Tracce di pene rapportate a multipli superiori al doppio (ed al triplo)
appaiono, invece, nelle speciali norme che regolavano gli appalti, azionabili extra ordinem[37].
Orbene, quanto avrebbe
potuto conoscere delle XII Tavole un pubblicano della Giudea sotto l’impero di
Tiberio? Non credo molto, anche se questi era probabilmente cittadino romano. E
quanto, invece, avrebbe potuto conoscere dell’editto e del “capitolato”?
Ovviamente, a ragione del suo lavoro, molto.
Ecco, allora, ove è da
ricercarsi la specifica base normativa della sanzione che Zaccheo applica a se
stesso.
Peraltro, non era
certo inconsueto che nelle province fossero introdotte normative specifiche per
la limitazione degli interessi e per la repressione dell’usura. Si pensi
infatti, nell’ultimo secolo della repubblica, all’editto di Lucullo nella
provincia Asia (72-
A questo punto mi
sento di avanzare un’ipotesi: nella Giudea, intorno al 30 d.C., nell’editto e
nelle norme disciplinanti la riscossione delle imposte, era stabilita la pena
del quadruplo per gli usurai e probabilmente per i pubblicani che avessero
illecitamente esatto somme di denaro o, in qualche modo, frodato la “stazione
appaltante”[39]. Quella pena del quadruplo che, fin da età
antichissima, era inflitta all’usuraio che avesse estorto illecitamente una
somma di denaro che non gli spettava.
Dalle parole di
Zaccheo a me sembra evidente che l’antica pena comminata agli usurai aveva
varcato e continuava a varcare non tanto il pomerio di una città, quale Roma,
quanto piuttosto i limiti del diritto civile dei romani, entro i quali era nata
circa cinquecento anni prima.
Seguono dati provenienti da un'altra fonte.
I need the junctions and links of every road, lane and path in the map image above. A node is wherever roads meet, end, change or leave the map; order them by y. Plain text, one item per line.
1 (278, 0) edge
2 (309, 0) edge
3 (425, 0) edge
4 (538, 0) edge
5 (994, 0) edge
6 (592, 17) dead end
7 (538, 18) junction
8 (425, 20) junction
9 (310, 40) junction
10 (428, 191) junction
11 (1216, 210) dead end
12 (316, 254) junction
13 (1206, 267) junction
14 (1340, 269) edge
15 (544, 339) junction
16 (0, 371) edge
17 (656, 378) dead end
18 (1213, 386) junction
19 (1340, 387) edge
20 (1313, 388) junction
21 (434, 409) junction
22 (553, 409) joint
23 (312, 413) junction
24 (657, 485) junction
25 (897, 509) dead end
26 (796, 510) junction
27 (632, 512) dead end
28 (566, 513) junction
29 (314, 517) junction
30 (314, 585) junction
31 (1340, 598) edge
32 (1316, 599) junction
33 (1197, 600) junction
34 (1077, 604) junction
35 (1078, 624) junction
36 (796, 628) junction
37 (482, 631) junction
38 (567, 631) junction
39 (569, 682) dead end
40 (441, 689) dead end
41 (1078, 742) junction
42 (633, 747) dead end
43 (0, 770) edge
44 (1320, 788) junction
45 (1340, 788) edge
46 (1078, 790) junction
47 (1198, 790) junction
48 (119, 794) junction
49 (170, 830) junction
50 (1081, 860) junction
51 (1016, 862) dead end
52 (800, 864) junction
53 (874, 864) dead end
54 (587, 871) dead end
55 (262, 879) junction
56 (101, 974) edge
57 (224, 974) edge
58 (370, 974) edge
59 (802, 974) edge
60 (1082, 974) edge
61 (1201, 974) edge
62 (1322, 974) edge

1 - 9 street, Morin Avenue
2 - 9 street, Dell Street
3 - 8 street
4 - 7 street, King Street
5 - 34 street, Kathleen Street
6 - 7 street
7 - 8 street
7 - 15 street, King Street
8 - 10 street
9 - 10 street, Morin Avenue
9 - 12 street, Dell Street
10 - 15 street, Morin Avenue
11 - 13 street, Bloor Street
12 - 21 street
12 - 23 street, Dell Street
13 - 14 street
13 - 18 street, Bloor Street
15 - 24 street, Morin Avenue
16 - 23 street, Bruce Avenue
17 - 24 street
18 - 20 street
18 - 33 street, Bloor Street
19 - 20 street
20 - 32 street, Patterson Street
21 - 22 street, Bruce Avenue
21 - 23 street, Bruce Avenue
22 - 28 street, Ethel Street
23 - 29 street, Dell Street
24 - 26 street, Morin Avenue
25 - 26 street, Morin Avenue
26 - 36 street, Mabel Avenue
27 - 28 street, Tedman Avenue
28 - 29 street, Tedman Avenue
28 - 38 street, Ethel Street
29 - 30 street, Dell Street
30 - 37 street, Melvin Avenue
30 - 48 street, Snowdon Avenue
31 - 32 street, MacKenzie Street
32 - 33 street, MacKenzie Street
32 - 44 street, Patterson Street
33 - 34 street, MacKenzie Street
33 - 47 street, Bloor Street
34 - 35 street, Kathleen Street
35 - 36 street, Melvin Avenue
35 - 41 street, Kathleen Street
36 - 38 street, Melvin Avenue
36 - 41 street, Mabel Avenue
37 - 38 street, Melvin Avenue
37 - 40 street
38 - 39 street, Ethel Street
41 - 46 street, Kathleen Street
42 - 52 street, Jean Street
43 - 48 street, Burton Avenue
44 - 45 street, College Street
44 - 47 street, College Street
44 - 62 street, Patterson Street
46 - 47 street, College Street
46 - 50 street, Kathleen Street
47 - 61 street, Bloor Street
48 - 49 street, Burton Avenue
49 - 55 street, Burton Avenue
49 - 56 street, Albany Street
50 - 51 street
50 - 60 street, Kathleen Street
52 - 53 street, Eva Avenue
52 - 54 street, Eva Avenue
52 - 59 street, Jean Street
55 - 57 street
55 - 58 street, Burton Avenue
Insomma, la gravosa pena del quadruplo inseguiva
gli usurai dovunque si trovassero.
[Un evento culturale, in quanto ampiamente
pubblicizzato in precedenza, rende impossibile qualsiasi valutazione veramente
anonima dei contributi ivi presentati. Per questa ragione, gli scritti di
questa parte della sezione “Memorie” sono stati valutati “in chiaro” dai
promotori del X Seminario di studi “Tradizione Repubblicana Romana”, dal
curatore della pubblicazione e dalla direzione di Diritto @ Storia]
* Relazione presentata
nella Sessione del 16 dicembre 2016 [“CONTRO L’USURA: DEBITO E CORTE
INTERNAZIONALE DI GIUSTIZIA”] del X Seminario di studi "TRADIZIONE REPUBBLICANA ROMANA", organizzato dall’Unità
di ricerca “G. La Pira” di Sapienza-Università di Roma e del Consiglio
Nazionale delle Ricerche, diretta dal professore Pierangelo Catalano, con il
patrocinio di Roma Capitale. Roma – Sede del CNR.
[1].
Luca 19.1-10 (nella traduzione italiana approvata dalla CEI, la Conferenza
Episcopale Italiana, nella edizione del 1991 sulla base del testo cosiddetto
“editio princeps” del 1971): «[1] Entrato in Gerico, attraversava la città. [2]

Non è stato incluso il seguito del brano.